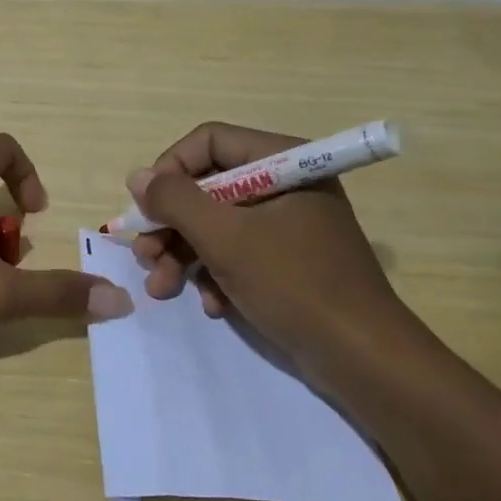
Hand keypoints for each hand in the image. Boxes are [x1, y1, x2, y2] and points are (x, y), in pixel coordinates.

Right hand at [127, 122, 430, 382]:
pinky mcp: (287, 261)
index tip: (146, 206)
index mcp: (282, 162)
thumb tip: (137, 176)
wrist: (363, 359)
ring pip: (216, 224)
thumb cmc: (294, 284)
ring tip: (162, 289)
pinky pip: (238, 253)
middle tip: (145, 256)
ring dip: (183, 255)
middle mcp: (285, 184)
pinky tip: (212, 306)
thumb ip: (176, 201)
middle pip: (208, 186)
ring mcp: (287, 224)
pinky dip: (216, 275)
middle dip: (171, 225)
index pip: (209, 141)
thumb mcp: (225, 238)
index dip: (171, 169)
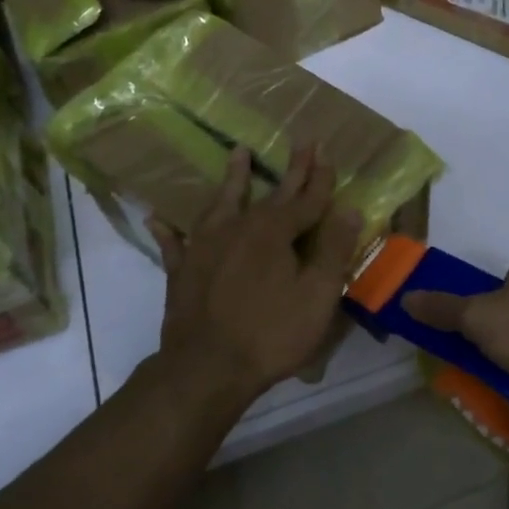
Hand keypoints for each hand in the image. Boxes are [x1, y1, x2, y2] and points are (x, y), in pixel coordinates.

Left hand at [148, 144, 362, 405]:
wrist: (206, 368)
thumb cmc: (271, 333)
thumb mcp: (318, 296)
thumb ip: (334, 250)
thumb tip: (350, 209)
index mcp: (275, 232)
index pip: (307, 198)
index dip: (320, 177)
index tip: (326, 149)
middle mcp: (239, 227)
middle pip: (272, 193)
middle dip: (291, 169)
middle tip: (302, 141)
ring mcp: (205, 245)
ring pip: (223, 203)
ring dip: (233, 178)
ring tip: (237, 151)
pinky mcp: (182, 269)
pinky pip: (174, 242)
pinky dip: (168, 229)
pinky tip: (158, 217)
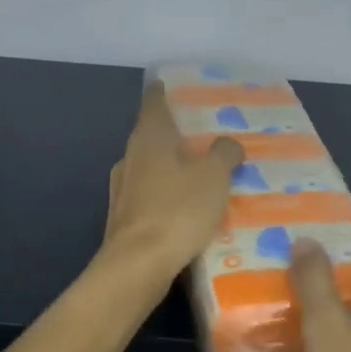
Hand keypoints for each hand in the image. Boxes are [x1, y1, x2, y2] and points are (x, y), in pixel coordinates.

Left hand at [100, 82, 242, 291]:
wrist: (138, 266)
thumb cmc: (178, 210)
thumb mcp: (214, 177)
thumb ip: (224, 154)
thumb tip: (228, 142)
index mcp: (149, 137)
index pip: (154, 102)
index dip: (164, 92)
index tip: (172, 85)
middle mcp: (130, 157)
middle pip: (152, 136)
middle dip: (175, 135)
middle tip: (204, 135)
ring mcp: (122, 190)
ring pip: (151, 168)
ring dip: (172, 168)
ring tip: (201, 173)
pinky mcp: (124, 219)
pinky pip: (150, 197)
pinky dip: (167, 196)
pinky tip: (187, 209)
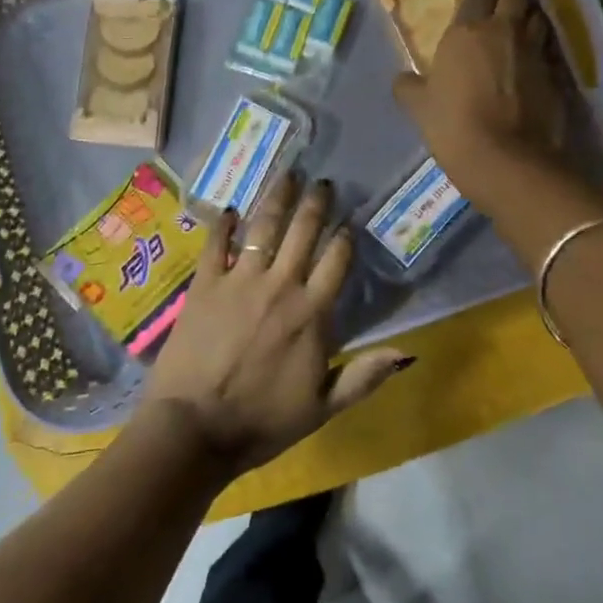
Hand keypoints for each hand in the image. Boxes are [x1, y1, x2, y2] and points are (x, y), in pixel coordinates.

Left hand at [142, 173, 410, 476]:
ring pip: (264, 227)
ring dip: (278, 198)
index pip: (337, 261)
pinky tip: (231, 208)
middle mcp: (280, 285)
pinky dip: (225, 223)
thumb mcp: (322, 408)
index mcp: (311, 313)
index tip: (350, 220)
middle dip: (316, 203)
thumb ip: (363, 376)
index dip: (345, 236)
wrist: (195, 428)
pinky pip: (216, 243)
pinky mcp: (205, 284)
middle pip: (303, 232)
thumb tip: (407, 352)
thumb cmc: (262, 421)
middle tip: (323, 181)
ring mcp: (239, 280)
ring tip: (288, 174)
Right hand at [393, 0, 568, 206]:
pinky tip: (530, 71)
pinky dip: (541, 54)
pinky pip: (549, 52)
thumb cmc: (453, 125)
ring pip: (539, 18)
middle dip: (509, 1)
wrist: (506, 159)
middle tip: (498, 19)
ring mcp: (535, 52)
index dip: (477, 1)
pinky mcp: (557, 76)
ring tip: (517, 40)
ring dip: (529, 22)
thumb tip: (404, 79)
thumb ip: (409, 86)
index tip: (471, 15)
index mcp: (468, 30)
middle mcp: (505, 31)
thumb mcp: (418, 107)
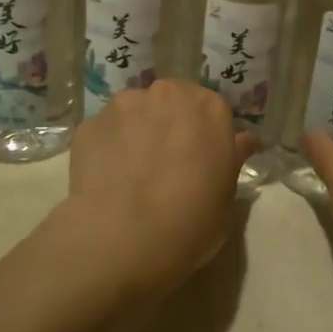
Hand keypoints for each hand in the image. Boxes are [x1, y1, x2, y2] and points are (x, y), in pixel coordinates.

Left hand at [62, 79, 260, 297]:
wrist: (123, 237)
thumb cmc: (190, 221)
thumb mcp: (227, 198)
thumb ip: (232, 160)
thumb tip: (243, 141)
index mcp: (209, 108)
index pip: (212, 110)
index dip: (206, 135)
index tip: (202, 160)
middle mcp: (167, 94)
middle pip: (172, 101)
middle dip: (170, 124)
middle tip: (167, 163)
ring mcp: (124, 106)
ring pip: (135, 112)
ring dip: (137, 132)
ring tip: (132, 172)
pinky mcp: (89, 125)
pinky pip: (106, 133)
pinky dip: (108, 148)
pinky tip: (108, 180)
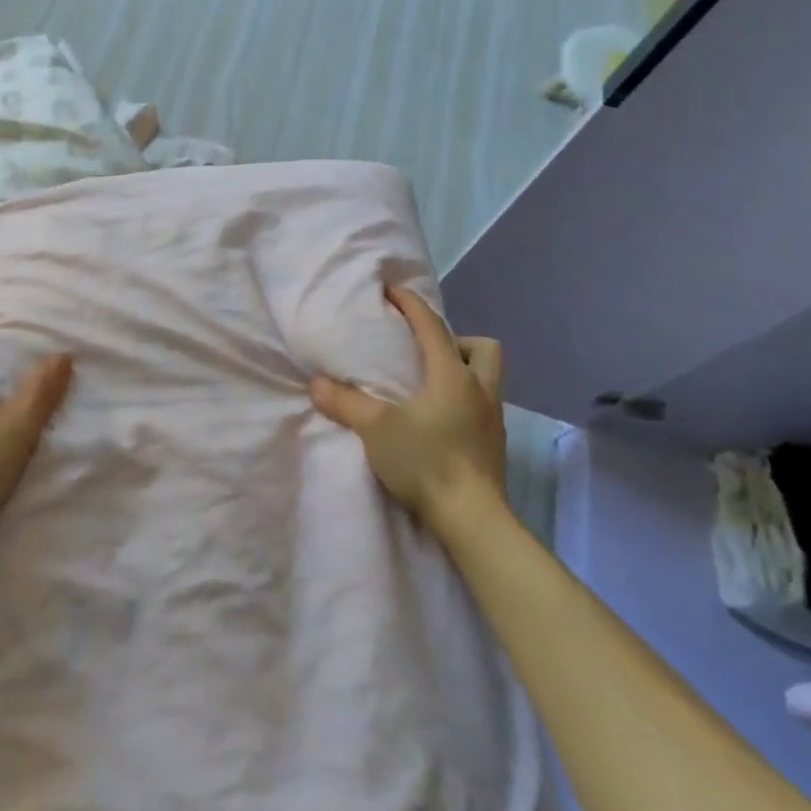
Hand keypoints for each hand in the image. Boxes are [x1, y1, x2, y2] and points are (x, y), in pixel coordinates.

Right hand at [309, 287, 507, 528]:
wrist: (472, 518)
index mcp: (453, 377)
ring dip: (462, 372)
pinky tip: (436, 422)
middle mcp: (480, 391)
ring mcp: (492, 420)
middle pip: (483, 348)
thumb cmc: (426, 462)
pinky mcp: (493, 446)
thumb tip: (317, 383)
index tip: (393, 292)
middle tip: (425, 354)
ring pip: (486, 378)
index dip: (412, 305)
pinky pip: (481, 407)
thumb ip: (346, 403)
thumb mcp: (377, 429)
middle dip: (456, 341)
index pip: (433, 327)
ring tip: (427, 387)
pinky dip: (461, 403)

--- --- ---

At the line with "thumb cmc: (426, 462)", start returning lines exactly, and stop after the final line of the listing.

### TASK OUTPUT
thumb cmc: (426, 462)
pinky mcp: (493, 446)
thumb tip: (317, 383)
index tip: (393, 292)
middle tip: (425, 354)
ring pip: (486, 378)
index dip: (412, 305)
pinky pip: (481, 407)
thumb ip: (346, 403)
thumb mcp: (377, 429)
middle dip: (456, 341)
index pip: (433, 327)
ring tip: (427, 387)
pinky dip: (461, 403)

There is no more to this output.